Twenty-seven consecutive cases of RBH were reviewed. Parameters assessed included vision, afferent pupillary defect (APD), intraocular pressure (IOP), surgical intervention and outcome. The subject population included female and male patients of all ages with RBH after trauma. Retrobulbar hemorrhage secondary to injections and atraumatic mechanisms were excluded.
Twenty-seven cases with RBH were reviewed. Six eyes had no recorded visual acuity secondary to intubation upon presentation. Of the remaining twenty-one eyes, 5% (one eye) were No Light Perception (NLP), 33% (7 eyes) had visual acuity (VA) ranging from 20/200 to Counting Fingers (CF), 10% (2 eyes) were 20/50, 52% (11 eyes) had VA>20/25. The average IOP was 28 mm Hg, with 46% (12 eyes) having IOP<22, 35% (9 eyes) with IOP 23-30, and 19% (5 eyes) with IOP>34 mm Hg. Four of 26 eyes had an APD. Five of 27 eyes were treated with canthotomy and cantholysis and all had VA<20/400; four patients treated had an APD, 3/5 eyes (60%) had an IOP < 27mmHg with an average difference between affected and unaffected eyes of 9.3 mm Hg, and 2/5 (40%) had an IOP>40 mmHg. Of the eyes with RBH and vision better than 20/30, the average difference in IOP between affected and unaffected eyes was 5.5 mm Hg. Final average VA of treated patients, in whom follow-up was available, was 20/25-20/30.

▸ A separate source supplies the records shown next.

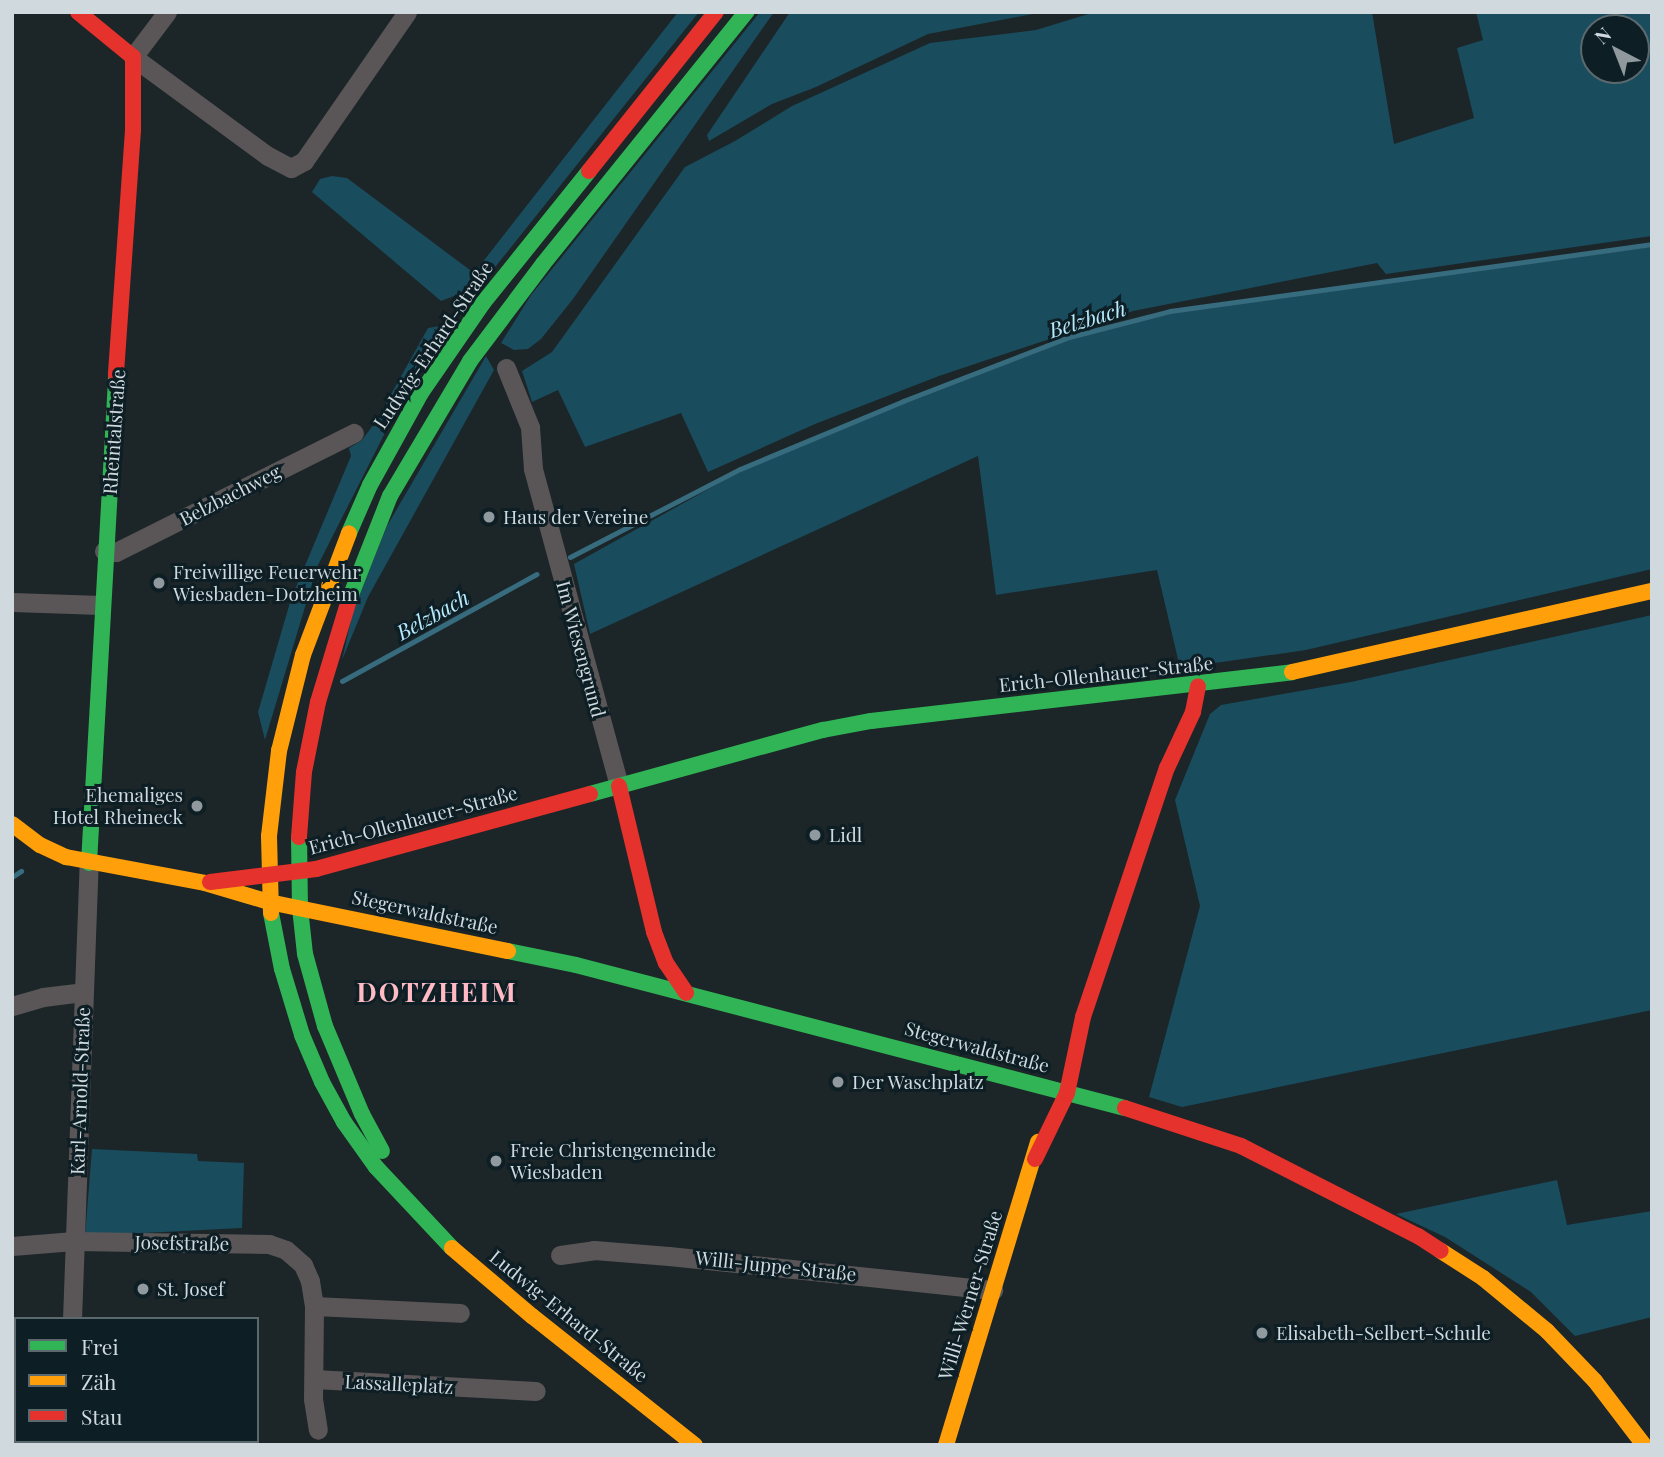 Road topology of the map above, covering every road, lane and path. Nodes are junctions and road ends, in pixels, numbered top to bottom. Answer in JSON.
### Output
{"nodes":[{"id":1,"x":78,"y":12,"type":"edge"},
{"id":2,"x":167,"y":12,"type":"edge"},
{"id":3,"x":407,"y":12,"type":"edge"},
{"id":4,"x":716,"y":12,"type":"edge"},
{"id":5,"x":746,"y":12,"type":"edge"},
{"id":6,"x":133,"y":57,"type":"junction"},
{"id":7,"x":506,"y":368,"type":"dead end"},
{"id":8,"x":354,"y":433,"type":"dead end"},
{"id":9,"x":104,"y":551,"type":"junction"},
{"id":10,"x":1652,"y":591,"type":"edge"},
{"id":11,"x":12,"y":602,"type":"edge"},
{"id":12,"x":101,"y":604,"type":"junction"},
{"id":13,"x":1198,"y":686,"type":"junction"},
{"id":14,"x":1172,"y":688,"type":"junction"},
{"id":15,"x":1167,"y":768,"type":"junction"},
{"id":16,"x":619,"y":786,"type":"junction"},
{"id":17,"x":567,"y":801,"type":"junction"},
{"id":18,"x":12,"y":824,"type":"edge"},
{"id":19,"x":629,"y":835,"type":"junction"},
{"id":20,"x":299,"y":838,"type":"junction"},
{"id":21,"x":345,"y":860,"type":"junction"},
{"id":22,"x":89,"y":863,"type":"junction"},
{"id":23,"x":298,"y":871,"type":"junction"},
{"id":24,"x":269,"y":874,"type":"junction"},
{"id":25,"x":205,"y":883,"type":"junction"},
{"id":26,"x":269,"y":902,"type":"junction"},
{"id":27,"x":300,"y":908,"type":"junction"},
{"id":28,"x":654,"y":932,"type":"junction"},
{"id":29,"x":615,"y":975,"type":"junction"},
{"id":30,"x":83,"y":992,"type":"junction"},
{"id":31,"x":686,"y":993,"type":"junction"},
{"id":32,"x":12,"y":1006,"type":"edge"},
{"id":33,"x":1083,"y":1017,"type":"junction"},
{"id":34,"x":1051,"y":1088,"type":"junction"},
{"id":35,"x":1068,"y":1093,"type":"junction"},
{"id":36,"x":1035,"y":1159,"type":"junction"},
{"id":37,"x":421,"y":1215,"type":"junction"},
{"id":38,"x":74,"y":1241,"type":"junction"},
{"id":39,"x":12,"y":1246,"type":"edge"},
{"id":40,"x":560,"y":1255,"type":"dead end"},
{"id":41,"x":993,"y":1290,"type":"junction"},
{"id":42,"x":314,"y":1307,"type":"junction"},
{"id":43,"x":460,"y":1313,"type":"dead end"},
{"id":44,"x":72,"y":1317,"type":"edge"},
{"id":45,"x":314,"y":1379,"type":"junction"},
{"id":46,"x":536,"y":1391,"type":"dead end"},
{"id":47,"x":318,"y":1430,"type":"dead end"},
{"id":48,"x":695,"y":1445,"type":"edge"},
{"id":49,"x":946,"y":1445,"type":"edge"},
{"id":50,"x":1644,"y":1445,"type":"edge"}],
"edges":[{"from":1,"to":6,"type":"street"},
{"from":2,"to":6,"type":"street"},
{"from":3,"to":6,"type":"street"},
{"from":4,"to":24,"type":"street","name":"Ludwig-Erhard-Straße"},
{"from":5,"to":20,"type":"street","name":"Ludwig-Erhard-Straße"},
{"from":6,"to":9,"type":"street","name":"Rheintalstraße"},
{"from":7,"to":16,"type":"street","name":"Im Wiesengrund"},
{"from":8,"to":9,"type":"street","name":"Belzbachweg"},
{"from":9,"to":12,"type":"street","name":"Rheintalstraße"},
{"from":10,"to":13,"type":"street","name":"Erich-Ollenhauer-Straße"},
{"from":11,"to":12,"type":"street"},
{"from":12,"to":22,"type":"street","name":"Rheintalstraße"},
{"from":13,"to":14,"type":"street","name":"Erich-Ollenhauer-Straße"},
{"from":13,"to":15,"type":"street","name":"Willi-Werner-Straße"},
{"from":14,"to":15,"type":"street","name":"Willi-Werner-Straße"},
{"from":14,"to":16,"type":"street","name":"Erich-Ollenhauer-Straße"},
{"from":15,"to":33,"type":"street","name":"Willi-Werner-Straße"},
{"from":16,"to":17,"type":"street","name":"Erich-Ollenhauer-Straße"},
{"from":16,"to":19,"type":"street","name":"Im Wiesengrund"},
{"from":17,"to":19,"type":"street","name":"Erich-Ollenhauer-Straße"},
{"from":17,"to":21,"type":"street","name":"Erich-Ollenhauer-Straße"},
{"from":18,"to":22,"type":"street","name":"Stegerwaldstraße"},
{"from":19,"to":28,"type":"street","name":"Im Wiesengrund"},
{"from":20,"to":21,"type":"street"},
{"from":20,"to":23,"type":"street","name":"Ludwig-Erhard-Straße"},
{"from":21,"to":23,"type":"street","name":"Erich-Ollenhauer-Straße"},
{"from":22,"to":25,"type":"street","name":"Stegerwaldstraße"},
{"from":22,"to":30,"type":"street","name":"Karl-Arnold-Straße"},
{"from":23,"to":24,"type":"street","name":"Erich-Ollenhauer-Straße"},
{"from":23,"to":27,"type":"street","name":"Ludwig-Erhard-Straße"},
{"from":24,"to":25,"type":"street","name":"Stegerwaldstraße"},
{"from":24,"to":26,"type":"street","name":"Ludwig-Erhard-Straße"},
{"from":25,"to":26,"type":"street","name":"Stegerwaldstraße"},
{"from":26,"to":27,"type":"street","name":"Stegerwaldstraße"},
{"from":26,"to":37,"type":"street","name":"Ludwig-Erhard-Straße"},
{"from":27,"to":29,"type":"street","name":"Stegerwaldstraße"},
{"from":27,"to":37,"type":"street","name":"Ludwig-Erhard-Straße"},
{"from":28,"to":29,"type":"street"},
{"from":28,"to":31,"type":"street","name":"Im Wiesengrund"},
{"from":29,"to":31,"type":"street","name":"Stegerwaldstraße"},
{"from":30,"to":32,"type":"street"},
{"from":30,"to":38,"type":"street","name":"Karl-Arnold-Straße"},
{"from":31,"to":34,"type":"street","name":"Stegerwaldstraße"},
{"from":33,"to":34,"type":"street","name":"Willi-Werner-Straße"},
{"from":33,"to":35,"type":"street","name":"Willi-Werner-Straße"},
{"from":34,"to":35,"type":"street","name":"Stegerwaldstraße"},
{"from":34,"to":36,"type":"street","name":"Willi-Werner-Straße"},
{"from":35,"to":36,"type":"street","name":"Willi-Werner-Straße"},
{"from":35,"to":50,"type":"street","name":"Stegerwaldstraße"},
{"from":36,"to":41,"type":"street","name":"Willi-Werner-Straße"},
{"from":37,"to":48,"type":"street","name":"Ludwig-Erhard-Straße"},
{"from":38,"to":39,"type":"street","name":"Josefstraße"},
{"from":38,"to":42,"type":"street","name":"Josefstraße"},
{"from":38,"to":44,"type":"street","name":"Karl-Arnold-Straße"},
{"from":40,"to":41,"type":"street","name":"Willi-Juppe-Straße"},
{"from":41,"to":49,"type":"street","name":"Willi-Werner-Straße"},
{"from":42,"to":43,"type":"street"},
{"from":42,"to":45,"type":"street","name":"Josefstraße"},
{"from":45,"to":46,"type":"street","name":"Lassalleplatz"},
{"from":45,"to":47,"type":"street"}]}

Retrobulbar hemorrhages can result in severe visual loss. Traditionally, it has been thought that a canthotomy and cantholysis are necessary when the intraocular pressure is greater than 40 mmHg to prevent vision loss. This case series demonstrates that of the five cases requiring surgical intervention for compromised vision, 60% had an IOP lower than 27 mmHg with an average asymmetry between affected and unaffected eyes of 9.3 mm Hg. These cases demonstrate the importance of assessing the patients with RBH for signs of compromised vision and optic neuropathy, and the value in comparing intraocular pressures between the affected and unaffected eyes. As a result of our findings a lower threshold IOP for intervention should be contemplated. By releasing the orbital pressure with simple bedside procedures performed emergently, vision may be significantly improved or restored.